Profile & Account

Change Password

Verify your current password, enter the new one twice. Password policy is enforced server-side per security.password_policy in /etc/sysmanage.yaml (length, character classes, history). Passwords are bcrypt-hashed; only the hash is stored.

Multi-Factor Authentication

TOTP-based MFA via any authenticator app (Google Authenticator, 1Password, Authy, Bitwarden). Enrolment flow: scan QR, type 6-digit code to confirm, save your recovery codes (single-use, only shown once). Disabling MFA requires re-entering the current code as proof.

API Tokens

Long-lived tokens for scripted access to /api/* endpoints. Create with a name + expiry; the secret is shown once at creation time then never again.

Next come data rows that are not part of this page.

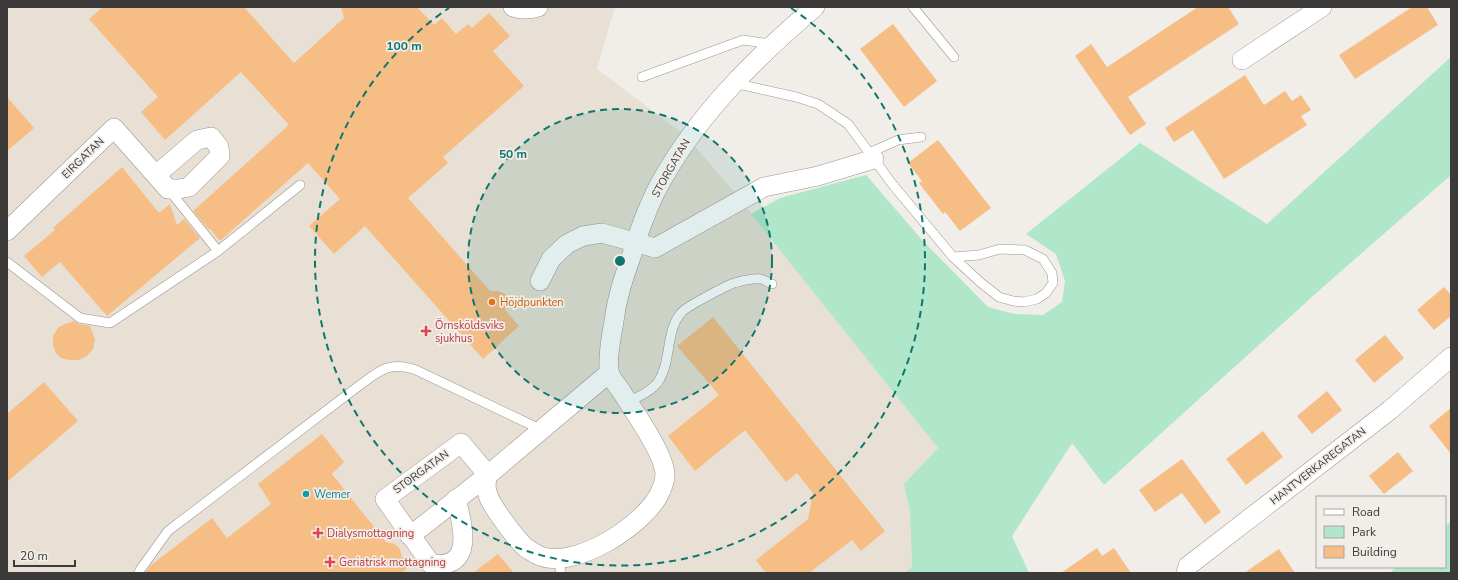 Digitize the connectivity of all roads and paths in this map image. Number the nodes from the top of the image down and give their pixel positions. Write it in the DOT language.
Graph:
graph roads {
  1 [pos="513,7"];
  2 [pos="538,7"];
  3 [pos="815,7"];
  4 [pos="913,7"];
  5 [pos="1322,7"];
  6 [pos="773,45"];
  7 [pos="954,57"];
  8 [pos="1242,60"];
  9 [pos="642,77"];
  10 [pos="734,83"];
  11 [pos="921,137"];
  12 [pos="872,156"];
  13 [pos="156,174"];
  14 [pos="300,185"];
  15 [pos="168,189"];
  16 [pos="7,231"];
  17 [pos="635,243"];
  18 [pos="218,251"];
  19 [pos="953,257"];
  20 [pos="7,262"];
  21 [pos="540,282"];
  22 [pos="772,284"];
  23 [pos="1451,357"];
  24 [pos="609,373"];
  25 [pos="628,402"];
  26 [pos="542,430"];
  27 [pos="488,475"];
  28 [pos="456,499"];
  29 [pos="410,536"];
  30 [pos="559,566"];
  31 [pos="139,573"];
  32 [pos="1186,573"];
  1 -- 2 [label="street"];
  3 -- 6 [label="street, STORGATAN"];
  4 -- 7 [label="lane"];
  5 -- 8 [label="street"];
  6 -- 9 [label="lane"];
  6 -- 10 [label="street, STORGATAN"];
  10 -- 12 [label="lane"];
  10 -- 17 [label="street, STORGATAN"];
  11 -- 12 [label="lane"];
  12 -- 17 [label="street"];
  12 -- 19 [label="lane"];
  13 -- 15 [label="street, EIRGATAN"];
  13 -- 15 [label="street"];
  13 -- 16 [label="street, EIRGATAN"];
  14 -- 18 [label="lane"];
  15 -- 18 [label="lane"];
  17 -- 21 [label="street"];
  17 -- 24 [label="street, STORGATAN"];
  18 -- 20 [label="lane"];
  19 -- 19 [label="lane"];
  22 -- 25 [label="lane"];
  23 -- 32 [label="street, HANTVERKAREGATAN"];
  24 -- 25 [label="street"];
  24 -- 26 [label="street"];
  25 -- 30 [label="street"];
  26 -- 27 [label="street"];
  26 -- 31 [label="lane"];
  27 -- 28 [label="street"];
  27 -- 29 [label="street, STORGATAN"];
  27 -- 30 [label="street"];
  28 -- 29 [label="street"];
  28 -- 29 [label="street, STORGATAN"];
}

Tokens carry the same permissions as your user; revocation is immediate. Use as Authorization: Bearer <token> on API calls.

Language

UI language picker — supports Arabic, German, English, Spanish, French, Hindi, Italian, Japanese, Korean, Dutch, Portuguese, Russian, Simplified Chinese, Traditional Chinese. Preference is saved on the user record so it persists across browsers / sessions.

My Audit Log

Per-user filtered view of the audit log: every action your account has taken (login, password change, host edits, role assignments, etc.). Useful for verifying recent activity or building a compliance trail.